I thought the Prime Minister’s comment on revdi culture was very welcome. But I am disappointed that the Prime Minister did not follow up on that. And all political parties, including his Bharatiya Janata Party (BJP), have been guilty of this – some more than the others. The BJP went for a farm loan waiver in Uttar Pradesh in 2017. Modi’s guarantees and the Congress’s “nyay” path are now competing with each other in national politics, while both the ruling and Opposition parties are competing with each other promising freebies in my home state of Andhra Pradesh. Nobody is asking where the money for this will come from. So, I am uncomfortable with this. There is very little public awareness whether this is sustainable. Many say that in a country like ours, where millions struggle for livelihood every day, some safety nets by the government are necessary. But there must be some restraint on the quality of expenditure financed by borrowing. We should put a restraint on how much a government can spend on freebies and let political parties then compete on what is the best way of spending that money.
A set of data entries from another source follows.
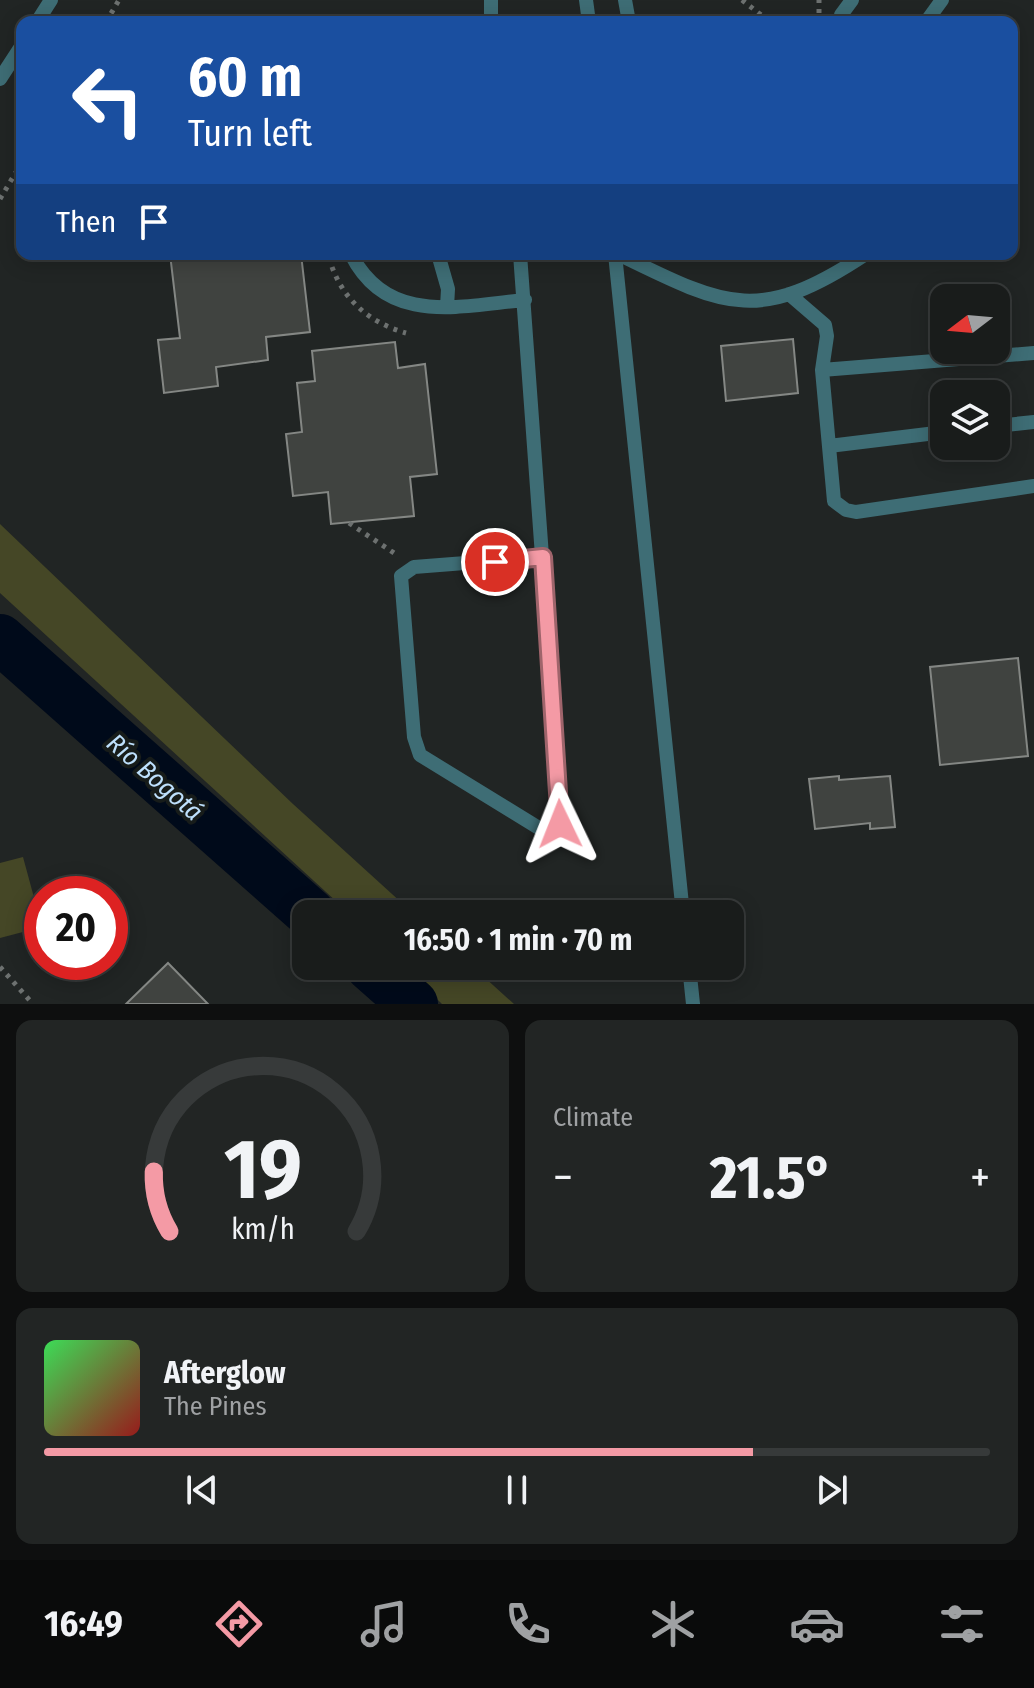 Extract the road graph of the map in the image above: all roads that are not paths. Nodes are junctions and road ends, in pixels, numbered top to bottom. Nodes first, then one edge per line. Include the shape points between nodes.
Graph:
1 (16, 54) edge
2 (0, 79) edge
3 (355, 260) edge
4 (440, 260) edge
5 (521, 260) edge
6 (617, 260) edge
7 (630, 260) edge
8 (854, 260) edge
9 (789, 294) junction
10 (525, 300) junction
11 (447, 307) junction
12 (1034, 353) edge
13 (822, 370) junction
14 (1034, 422) edge
15 (1010, 425) edge
16 (930, 434) edge
17 (829, 446) junction
18 (1034, 486) edge
19 (543, 557) junction
20 (682, 900) edge
21 (690, 980) edge
22 (693, 1004) edge

1 - 2 lane
3 - 11 lane via 371,284 390,297
4 - 11 lane
5 - 10 lane
6 - 20 lane
7 - 9 lane via 723,300 765,301
8 - 9 lane
9 - 13 lane via 825,325
10 - 11 lane
10 - 19 lane
12 - 13 lane
13 - 17 lane
14 - 15 lane
16 - 17 lane
17 - 18 lane via 834,501 856,512
19 - 19 lane via 561,817 555,830 547,833 426,760 416,747 401,576 414,567
21 - 22 lane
You spoke about demerits of farm loans in your book. But you also quoted a Nabard study saying that only four of the 21 political parties which announced farm loan waivers since 1987, when the Devi Lal government in Haryana announced it, lost elections. In that context, why will any political party refrain from announcing a loan waiver?
You must have read the Logic of Collective Action: Public Goods and the Theory of Groups by Mancur Olson. We always think that farm loan waivers are a problem between the government and the farmers and does not affect us. But it does affect us. Even if I am living down south in Andhra Pradesh or in Kerala, or in the Northeast in Manipur, it does affect me even though developments around farm loan waivers are taking place in North India. Farmers as an interest group can get together. But the larger public, which is affected, cannot be organised. Organising larger public is a big task; it never happens.
What are your thoughts on the RBI’s inflation targeting? Does it make communication easier and take away pressure from the government itself?
I had reservations about inflation targeting. But those reservations have slowly dissolved for a number of reasons. My biggest reservation was that our inflation is triggered by supply shocks. In that situation, monetary policy is not the most effective instrument. So, even if you have an inflation target, the central bank might not bring down inflation through the best of its monetary policy. It will affect the credibility of the central bank. But over time, we figured that inflation is becoming more supply shock-resistant, so monetary policy will increasingly be a more effective instrument.
How difficult is it to conduct monetary policy when the government does not stick to fiscal consolidation targets?
It is difficult because credibility is very important for any public policy, particularly for the central bank in the task of inflation management. Inflation is a function of inflation expectations. And if fiscal profligacy is stoking inflation, that is a problem for monetary policy.
The RBI gives its own projections for economic growth and inflation rates. But it does not give projections for the policy rate. Why is it so?
We don't have a dot plot like the US Federal Reserve. But since the time I was in the Reserve Bank, we have progressed quite a lot. There is a monetary policy committee (MPC), there are MPC minutes, there is forward guidance, and the media also reads between the lines of the MPC statements. So, we will, hopefully, give dot plots sometime.
FDI clearances are being held up at different department levels. Do you think we were better off with the Foreign Investment Promotion Board (FIPB)? Should we go back to a system like that?
From just the administrative point of view, the FIPB is good, as all ministers come together, and you take a decision in the present time. Otherwise, you have to write to different ministries, and it takes time. This is not to say that ministries deliberately delay the proposals.